Libertarianism is a philosophy of utter selfishness, and of contempt for the weak. As you are just now demonstrating. So yes, you can blame it for producing the behavior it does, just as as a philosophy that calls for the deaths of unbelievers can be blamed when it’s followers kill unbelievers, or just as the followers of a racist political movement oppress or kill people by race, that political movement can be blamed.
Libertarianism is pretty much The Party of Evil, like something out of a fantasy novel. Of selfishness and ruthlessness and amorality raised to ideals. Not flaws to be overcome or hidden, but virtues to be admired.
Libertarianism isn’t about free choice; it’s about letting the more powerful and ruthless exploit or crush those who are less so, and about sneering at the unfortunate.
And you and yours want to turn society into neofeudalism. A society where the wealthy are all powerful, where the powerful owe nothing to the less powerful and ride them under, and where the unfortunate are left to die. A society where there is no freedom save for the rich and powerful.
Agreed. It is a vile “philosophy”. And for the record, I’ve thought so since I was in college and first introduced to it. There are real political philosophies that are not based on the soft core porn fantasy fictions of a chain smoking narcissist. Show me a part of the world without government, and I’ll show you a Hobbesian hell-hole.
According to this point of view, all Libertarians just up and vanished, like a fart in the wind. Responsible for nothing. I still say Libertarianism stinks and its adherents are retarded.
I think we’ve reached the point here where both parties in this debate are obviously saying something - whatever it is - that is completely incomprehensible to the other side.
Because it’s clear the last three posters have no clue what libertarian banking even means. Or libertarianism at all, for that matter.
You keep thinking some ‘system’ did ‘something’ to cause all of the recent problems in the financial sector. Then you put a ‘libertarianism’ label on the ‘system’, blame that, fold your arms in satisfaction and throw out a few bits of name-calling, for good measure.
Whatever. I guess finding an opponent and demonizing it, even if you make absolutely no sense whatsoever, is part of human nature.
Gosh, I’m sorry, but this is roughly equivalent to saying “this is what Belgians are really like, given power.”
Who in Bush’s administration, in in the Republican congressional leadership, was a libertarian?

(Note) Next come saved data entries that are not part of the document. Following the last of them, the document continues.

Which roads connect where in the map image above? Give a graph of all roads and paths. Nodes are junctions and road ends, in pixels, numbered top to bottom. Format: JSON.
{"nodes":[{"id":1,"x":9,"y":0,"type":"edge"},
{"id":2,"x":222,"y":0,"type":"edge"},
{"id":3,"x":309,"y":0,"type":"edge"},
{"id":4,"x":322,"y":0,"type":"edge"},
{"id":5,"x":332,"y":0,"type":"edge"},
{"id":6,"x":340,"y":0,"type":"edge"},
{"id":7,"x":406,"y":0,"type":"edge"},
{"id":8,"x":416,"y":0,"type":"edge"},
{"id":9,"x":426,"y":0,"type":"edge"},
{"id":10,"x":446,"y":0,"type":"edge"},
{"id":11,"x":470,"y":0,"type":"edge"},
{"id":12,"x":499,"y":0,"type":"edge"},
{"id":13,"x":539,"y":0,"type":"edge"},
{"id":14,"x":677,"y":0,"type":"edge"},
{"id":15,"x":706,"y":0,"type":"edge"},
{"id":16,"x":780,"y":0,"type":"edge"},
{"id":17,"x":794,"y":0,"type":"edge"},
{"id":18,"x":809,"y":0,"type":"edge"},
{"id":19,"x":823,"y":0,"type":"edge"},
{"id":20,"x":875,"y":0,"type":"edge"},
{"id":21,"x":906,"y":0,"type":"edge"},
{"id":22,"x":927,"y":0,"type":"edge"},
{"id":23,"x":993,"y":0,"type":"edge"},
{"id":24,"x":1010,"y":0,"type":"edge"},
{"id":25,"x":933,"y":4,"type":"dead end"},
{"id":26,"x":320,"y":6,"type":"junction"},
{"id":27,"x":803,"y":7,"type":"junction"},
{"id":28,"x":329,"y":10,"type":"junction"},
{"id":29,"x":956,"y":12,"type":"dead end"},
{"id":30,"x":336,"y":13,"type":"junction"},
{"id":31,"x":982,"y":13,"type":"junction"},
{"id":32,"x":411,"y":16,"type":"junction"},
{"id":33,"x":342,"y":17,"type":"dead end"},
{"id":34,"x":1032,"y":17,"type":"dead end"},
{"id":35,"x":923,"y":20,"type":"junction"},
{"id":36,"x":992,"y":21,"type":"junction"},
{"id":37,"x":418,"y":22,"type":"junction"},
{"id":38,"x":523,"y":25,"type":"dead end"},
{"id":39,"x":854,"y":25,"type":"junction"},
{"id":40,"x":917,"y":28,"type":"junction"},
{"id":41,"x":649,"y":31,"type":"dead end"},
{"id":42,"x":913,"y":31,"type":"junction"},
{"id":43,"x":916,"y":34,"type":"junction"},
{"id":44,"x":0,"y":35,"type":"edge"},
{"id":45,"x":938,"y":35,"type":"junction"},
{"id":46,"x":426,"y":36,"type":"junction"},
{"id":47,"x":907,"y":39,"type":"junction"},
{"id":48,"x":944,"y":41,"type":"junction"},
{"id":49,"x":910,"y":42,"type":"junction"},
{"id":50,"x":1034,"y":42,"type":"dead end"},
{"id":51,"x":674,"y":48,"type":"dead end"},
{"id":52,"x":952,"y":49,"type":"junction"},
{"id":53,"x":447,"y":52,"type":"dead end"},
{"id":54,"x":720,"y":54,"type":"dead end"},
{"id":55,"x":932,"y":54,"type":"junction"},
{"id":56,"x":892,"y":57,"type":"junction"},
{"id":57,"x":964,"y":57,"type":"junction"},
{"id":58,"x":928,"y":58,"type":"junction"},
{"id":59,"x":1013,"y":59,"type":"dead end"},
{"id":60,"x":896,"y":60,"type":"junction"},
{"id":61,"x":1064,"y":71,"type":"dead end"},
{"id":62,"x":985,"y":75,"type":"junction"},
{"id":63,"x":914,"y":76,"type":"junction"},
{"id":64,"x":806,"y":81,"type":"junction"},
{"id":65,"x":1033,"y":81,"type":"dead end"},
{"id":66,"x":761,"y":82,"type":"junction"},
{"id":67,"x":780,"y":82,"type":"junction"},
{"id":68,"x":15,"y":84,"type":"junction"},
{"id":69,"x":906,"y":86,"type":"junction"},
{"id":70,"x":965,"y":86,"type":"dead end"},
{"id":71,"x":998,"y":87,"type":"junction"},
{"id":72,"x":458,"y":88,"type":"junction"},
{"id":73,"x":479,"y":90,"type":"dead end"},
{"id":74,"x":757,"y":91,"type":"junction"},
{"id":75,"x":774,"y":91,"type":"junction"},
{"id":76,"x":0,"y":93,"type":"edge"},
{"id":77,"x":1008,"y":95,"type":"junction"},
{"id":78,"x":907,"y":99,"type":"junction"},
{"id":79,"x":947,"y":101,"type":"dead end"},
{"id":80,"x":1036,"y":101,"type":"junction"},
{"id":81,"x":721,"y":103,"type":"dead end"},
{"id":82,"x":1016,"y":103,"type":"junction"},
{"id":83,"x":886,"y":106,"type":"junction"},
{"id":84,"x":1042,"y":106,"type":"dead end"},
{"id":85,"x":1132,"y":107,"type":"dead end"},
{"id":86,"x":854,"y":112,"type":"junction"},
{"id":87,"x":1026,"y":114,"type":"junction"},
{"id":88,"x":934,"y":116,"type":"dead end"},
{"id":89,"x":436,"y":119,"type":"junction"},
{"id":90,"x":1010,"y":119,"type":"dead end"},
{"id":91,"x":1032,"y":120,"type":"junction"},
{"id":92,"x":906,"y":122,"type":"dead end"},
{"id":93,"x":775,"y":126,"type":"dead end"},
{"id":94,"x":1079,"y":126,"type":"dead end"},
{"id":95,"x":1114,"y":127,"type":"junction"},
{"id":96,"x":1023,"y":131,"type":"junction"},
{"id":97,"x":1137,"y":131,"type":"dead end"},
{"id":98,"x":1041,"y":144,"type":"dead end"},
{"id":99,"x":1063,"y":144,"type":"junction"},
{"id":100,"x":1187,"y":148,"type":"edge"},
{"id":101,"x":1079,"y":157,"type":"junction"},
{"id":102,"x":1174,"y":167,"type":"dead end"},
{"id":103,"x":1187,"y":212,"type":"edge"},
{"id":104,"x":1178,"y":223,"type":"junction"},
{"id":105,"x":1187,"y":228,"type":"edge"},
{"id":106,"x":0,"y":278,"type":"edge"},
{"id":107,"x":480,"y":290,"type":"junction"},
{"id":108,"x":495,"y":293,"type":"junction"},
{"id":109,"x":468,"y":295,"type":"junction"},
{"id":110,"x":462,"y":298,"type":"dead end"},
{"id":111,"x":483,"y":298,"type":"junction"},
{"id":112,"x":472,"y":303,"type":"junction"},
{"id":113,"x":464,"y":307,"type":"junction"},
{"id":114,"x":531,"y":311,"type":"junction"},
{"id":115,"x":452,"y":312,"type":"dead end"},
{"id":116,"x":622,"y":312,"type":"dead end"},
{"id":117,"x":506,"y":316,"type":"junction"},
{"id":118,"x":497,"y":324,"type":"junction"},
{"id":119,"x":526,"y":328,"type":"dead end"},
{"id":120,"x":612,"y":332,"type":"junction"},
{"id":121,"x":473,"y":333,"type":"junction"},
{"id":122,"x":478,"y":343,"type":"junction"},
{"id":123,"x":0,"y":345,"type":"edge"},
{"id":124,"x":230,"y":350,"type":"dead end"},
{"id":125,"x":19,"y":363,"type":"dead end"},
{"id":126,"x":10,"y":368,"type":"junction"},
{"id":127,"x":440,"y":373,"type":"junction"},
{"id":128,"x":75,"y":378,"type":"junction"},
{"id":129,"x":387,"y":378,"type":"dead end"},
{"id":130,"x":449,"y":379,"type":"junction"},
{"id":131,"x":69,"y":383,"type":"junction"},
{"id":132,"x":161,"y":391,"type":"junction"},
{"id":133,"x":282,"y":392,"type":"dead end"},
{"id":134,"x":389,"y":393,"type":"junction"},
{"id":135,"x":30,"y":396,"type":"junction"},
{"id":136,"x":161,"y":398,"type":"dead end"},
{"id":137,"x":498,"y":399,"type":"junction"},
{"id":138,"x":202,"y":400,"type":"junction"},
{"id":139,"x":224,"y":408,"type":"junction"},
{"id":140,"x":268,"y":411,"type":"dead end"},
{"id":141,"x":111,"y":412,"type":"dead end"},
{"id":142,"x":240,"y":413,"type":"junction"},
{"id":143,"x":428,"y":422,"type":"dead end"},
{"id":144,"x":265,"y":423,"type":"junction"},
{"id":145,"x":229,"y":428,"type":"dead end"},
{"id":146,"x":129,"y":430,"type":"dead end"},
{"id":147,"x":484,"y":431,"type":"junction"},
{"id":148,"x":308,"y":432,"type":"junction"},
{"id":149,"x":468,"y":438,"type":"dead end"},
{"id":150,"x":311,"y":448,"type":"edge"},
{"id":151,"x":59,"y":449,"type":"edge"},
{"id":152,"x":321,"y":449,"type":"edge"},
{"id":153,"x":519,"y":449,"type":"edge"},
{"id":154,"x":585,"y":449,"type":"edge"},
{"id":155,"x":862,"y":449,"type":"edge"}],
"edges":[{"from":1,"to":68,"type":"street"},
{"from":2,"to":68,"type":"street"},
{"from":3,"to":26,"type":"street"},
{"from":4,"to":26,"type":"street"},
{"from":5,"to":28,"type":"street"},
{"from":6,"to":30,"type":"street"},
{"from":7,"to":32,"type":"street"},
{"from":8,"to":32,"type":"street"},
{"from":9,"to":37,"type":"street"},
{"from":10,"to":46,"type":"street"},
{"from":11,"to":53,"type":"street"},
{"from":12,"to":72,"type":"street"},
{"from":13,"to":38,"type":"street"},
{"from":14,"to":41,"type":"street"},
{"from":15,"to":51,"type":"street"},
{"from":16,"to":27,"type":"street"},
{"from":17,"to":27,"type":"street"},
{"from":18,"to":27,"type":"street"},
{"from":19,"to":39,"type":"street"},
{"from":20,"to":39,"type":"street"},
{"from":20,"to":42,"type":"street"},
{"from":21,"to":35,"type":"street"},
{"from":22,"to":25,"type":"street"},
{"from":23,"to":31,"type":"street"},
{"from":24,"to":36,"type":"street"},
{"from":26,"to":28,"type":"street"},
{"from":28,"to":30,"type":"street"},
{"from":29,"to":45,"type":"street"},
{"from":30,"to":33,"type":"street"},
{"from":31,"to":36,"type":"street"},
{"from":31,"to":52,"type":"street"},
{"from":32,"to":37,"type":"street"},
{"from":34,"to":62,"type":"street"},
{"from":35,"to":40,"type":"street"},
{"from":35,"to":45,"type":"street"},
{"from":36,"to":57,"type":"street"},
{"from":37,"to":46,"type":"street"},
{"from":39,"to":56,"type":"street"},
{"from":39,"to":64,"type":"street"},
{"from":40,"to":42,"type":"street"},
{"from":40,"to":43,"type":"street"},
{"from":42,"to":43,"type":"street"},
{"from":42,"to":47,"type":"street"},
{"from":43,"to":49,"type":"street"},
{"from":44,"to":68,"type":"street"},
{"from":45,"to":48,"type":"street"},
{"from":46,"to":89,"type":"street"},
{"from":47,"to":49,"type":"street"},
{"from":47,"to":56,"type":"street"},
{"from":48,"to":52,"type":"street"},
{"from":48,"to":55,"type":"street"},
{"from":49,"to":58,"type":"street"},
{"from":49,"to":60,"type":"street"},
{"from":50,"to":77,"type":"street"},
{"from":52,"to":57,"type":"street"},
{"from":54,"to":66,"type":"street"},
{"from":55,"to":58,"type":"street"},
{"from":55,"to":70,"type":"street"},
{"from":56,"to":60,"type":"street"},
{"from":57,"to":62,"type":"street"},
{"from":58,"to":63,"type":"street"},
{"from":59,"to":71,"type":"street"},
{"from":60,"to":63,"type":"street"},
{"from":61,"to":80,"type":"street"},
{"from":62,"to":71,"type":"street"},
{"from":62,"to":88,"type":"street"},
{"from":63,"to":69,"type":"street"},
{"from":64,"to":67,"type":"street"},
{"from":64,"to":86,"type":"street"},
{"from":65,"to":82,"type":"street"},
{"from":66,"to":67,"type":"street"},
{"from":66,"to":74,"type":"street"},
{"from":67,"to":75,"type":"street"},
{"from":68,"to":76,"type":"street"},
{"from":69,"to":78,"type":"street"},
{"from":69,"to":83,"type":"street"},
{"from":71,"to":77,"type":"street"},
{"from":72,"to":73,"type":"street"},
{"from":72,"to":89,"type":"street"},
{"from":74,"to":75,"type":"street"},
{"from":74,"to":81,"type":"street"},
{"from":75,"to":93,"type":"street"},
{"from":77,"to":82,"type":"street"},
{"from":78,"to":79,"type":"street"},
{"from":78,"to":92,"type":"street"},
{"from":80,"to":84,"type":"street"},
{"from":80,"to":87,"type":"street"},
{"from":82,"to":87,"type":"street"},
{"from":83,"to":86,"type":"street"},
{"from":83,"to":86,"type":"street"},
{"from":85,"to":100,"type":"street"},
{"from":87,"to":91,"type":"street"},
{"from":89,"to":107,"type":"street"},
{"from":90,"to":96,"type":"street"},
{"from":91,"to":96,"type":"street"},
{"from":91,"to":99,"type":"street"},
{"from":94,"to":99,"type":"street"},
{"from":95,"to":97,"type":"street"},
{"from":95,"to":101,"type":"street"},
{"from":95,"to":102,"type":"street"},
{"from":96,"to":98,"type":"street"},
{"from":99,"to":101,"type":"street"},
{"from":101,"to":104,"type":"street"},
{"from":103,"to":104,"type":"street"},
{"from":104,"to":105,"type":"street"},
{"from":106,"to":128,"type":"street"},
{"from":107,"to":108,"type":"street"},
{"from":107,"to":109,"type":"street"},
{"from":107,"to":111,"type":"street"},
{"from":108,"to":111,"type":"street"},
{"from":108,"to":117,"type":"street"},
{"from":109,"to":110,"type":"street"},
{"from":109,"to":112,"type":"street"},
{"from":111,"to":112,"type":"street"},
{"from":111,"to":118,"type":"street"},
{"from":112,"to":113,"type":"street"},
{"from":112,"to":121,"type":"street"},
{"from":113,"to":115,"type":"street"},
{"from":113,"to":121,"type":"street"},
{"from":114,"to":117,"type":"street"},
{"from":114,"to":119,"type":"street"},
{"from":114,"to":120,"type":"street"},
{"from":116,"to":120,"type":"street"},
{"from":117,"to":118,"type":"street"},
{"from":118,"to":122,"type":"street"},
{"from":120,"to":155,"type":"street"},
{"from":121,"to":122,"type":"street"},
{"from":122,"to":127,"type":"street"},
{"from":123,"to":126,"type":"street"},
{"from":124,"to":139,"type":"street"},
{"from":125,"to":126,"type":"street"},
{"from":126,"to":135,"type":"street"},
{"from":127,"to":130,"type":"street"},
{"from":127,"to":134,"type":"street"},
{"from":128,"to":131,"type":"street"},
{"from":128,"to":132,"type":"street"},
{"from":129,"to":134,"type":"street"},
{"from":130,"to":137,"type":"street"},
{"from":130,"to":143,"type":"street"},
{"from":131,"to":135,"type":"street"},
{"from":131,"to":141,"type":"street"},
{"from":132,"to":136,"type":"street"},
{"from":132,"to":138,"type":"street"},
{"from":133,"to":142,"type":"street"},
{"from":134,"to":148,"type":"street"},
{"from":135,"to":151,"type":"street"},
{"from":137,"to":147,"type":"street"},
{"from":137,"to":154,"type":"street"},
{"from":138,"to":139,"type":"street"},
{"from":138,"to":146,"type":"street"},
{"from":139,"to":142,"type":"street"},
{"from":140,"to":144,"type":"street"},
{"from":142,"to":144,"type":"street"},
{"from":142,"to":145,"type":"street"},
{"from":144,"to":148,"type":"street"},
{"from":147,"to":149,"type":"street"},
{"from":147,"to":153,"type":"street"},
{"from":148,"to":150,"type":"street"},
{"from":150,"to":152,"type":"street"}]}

I count… let me see… zero. George W. Bush is an evangelical conservative who never showed the slightest interest in either economic or social libertarianism in his entire life. Most of the folks in Congress are standard porkbarrel messengers. Dick Cheney’s just an evil bastard who’d happily be Beria if Stalin was in power. Where’s the libertarianism?
Libertarians have never been a significant political power in the modern United States. They’re a tiny fringe group. Blaming these problems on them is like blaming Marxists. I’m not saying I want Ayn Rand’s caped fans in power. Christ, no. What I’m saying is they AREN’T in power. Never have been.
Wow, you’re giving them way more credit than I would. You actually believe there was a plan to turn Iraq into something? That’s way better than what I thought was going on, which was just a monumental clusterfuck and general looting.
Beyond this you just rant and rave. I suppose if you’re chosen to redefine “libertarian” as “evangelical Christian conservatives and opportunistic dorks of no real political stripe,” you can do that, but it’s not actually the definition most Anglophones use, you know.